Work request :: Repeat these records exactly, pictures excluded.

+ + + +

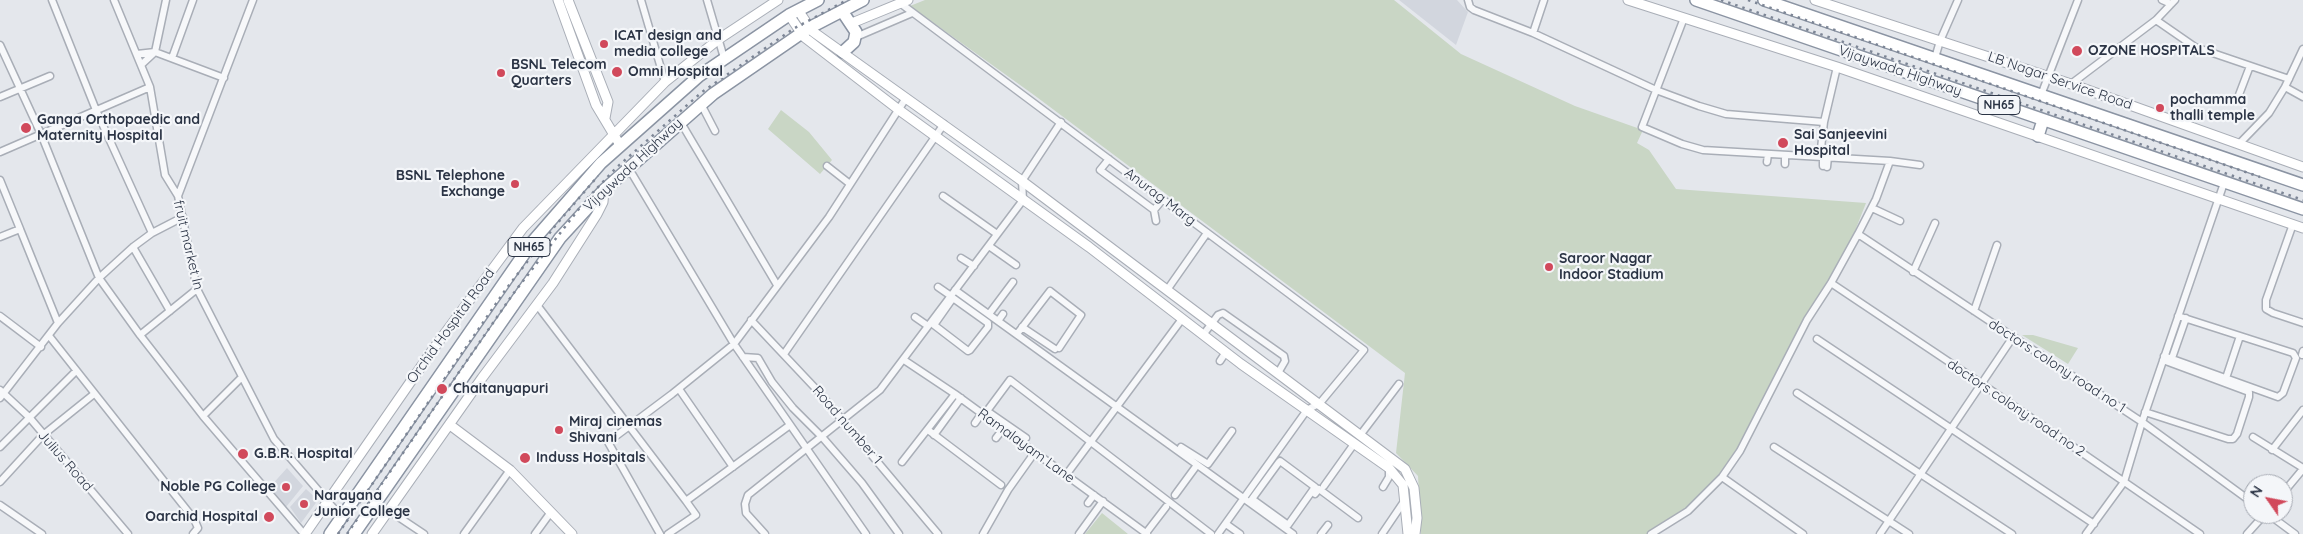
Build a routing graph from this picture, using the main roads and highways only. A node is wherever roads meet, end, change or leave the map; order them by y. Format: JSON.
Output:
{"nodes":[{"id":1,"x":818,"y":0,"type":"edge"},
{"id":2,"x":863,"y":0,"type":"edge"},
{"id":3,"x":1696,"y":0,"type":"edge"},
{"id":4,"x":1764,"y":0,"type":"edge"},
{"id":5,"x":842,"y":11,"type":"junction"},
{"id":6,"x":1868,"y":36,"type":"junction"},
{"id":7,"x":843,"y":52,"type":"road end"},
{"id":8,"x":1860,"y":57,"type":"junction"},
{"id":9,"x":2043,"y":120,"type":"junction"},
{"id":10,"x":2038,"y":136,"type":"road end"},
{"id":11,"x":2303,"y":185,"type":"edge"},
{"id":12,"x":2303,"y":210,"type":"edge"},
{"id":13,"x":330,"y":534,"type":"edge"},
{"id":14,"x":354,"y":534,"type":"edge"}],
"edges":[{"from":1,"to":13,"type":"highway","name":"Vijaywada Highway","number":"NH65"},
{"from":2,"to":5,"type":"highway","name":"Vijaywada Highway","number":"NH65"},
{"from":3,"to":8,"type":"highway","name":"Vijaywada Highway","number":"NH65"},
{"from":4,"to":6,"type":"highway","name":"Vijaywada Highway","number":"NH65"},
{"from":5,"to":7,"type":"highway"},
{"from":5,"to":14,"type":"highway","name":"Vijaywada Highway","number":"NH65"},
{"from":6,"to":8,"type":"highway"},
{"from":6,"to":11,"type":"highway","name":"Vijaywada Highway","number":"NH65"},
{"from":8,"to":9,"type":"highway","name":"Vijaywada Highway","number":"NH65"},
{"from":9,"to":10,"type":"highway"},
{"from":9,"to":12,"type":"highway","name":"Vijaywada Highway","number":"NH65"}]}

+ + + +

Response to the exercise ::
Build a routing graph from this picture, using the main roads and highways only. A node is wherever roads meet, end, change or leave the map; order them by y. Format: JSON.
Output:
{"nodes":[{"id":1,"x":818,"y":0,"type":"edge"},
{"id":2,"x":863,"y":0,"type":"edge"},
{"id":3,"x":1696,"y":0,"type":"edge"},
{"id":4,"x":1764,"y":0,"type":"edge"},
{"id":5,"x":842,"y":11,"type":"junction"},
{"id":6,"x":1868,"y":36,"type":"junction"},
{"id":7,"x":843,"y":52,"type":"road end"},
{"id":8,"x":1860,"y":57,"type":"junction"},
{"id":9,"x":2043,"y":120,"type":"junction"},
{"id":10,"x":2038,"y":136,"type":"road end"},
{"id":11,"x":2303,"y":185,"type":"edge"},
{"id":12,"x":2303,"y":210,"type":"edge"},
{"id":13,"x":330,"y":534,"type":"edge"},
{"id":14,"x":354,"y":534,"type":"edge"}],
"edges":[{"from":1,"to":13,"type":"highway","name":"Vijaywada Highway","number":"NH65"},
{"from":2,"to":5,"type":"highway","name":"Vijaywada Highway","number":"NH65"},
{"from":3,"to":8,"type":"highway","name":"Vijaywada Highway","number":"NH65"},
{"from":4,"to":6,"type":"highway","name":"Vijaywada Highway","number":"NH65"},
{"from":5,"to":7,"type":"highway"},
{"from":5,"to":14,"type":"highway","name":"Vijaywada Highway","number":"NH65"},
{"from":6,"to":8,"type":"highway"},
{"from":6,"to":11,"type":"highway","name":"Vijaywada Highway","number":"NH65"},
{"from":8,"to":9,"type":"highway","name":"Vijaywada Highway","number":"NH65"},
{"from":9,"to":10,"type":"highway"},
{"from":9,"to":12,"type":"highway","name":"Vijaywada Highway","number":"NH65"}]}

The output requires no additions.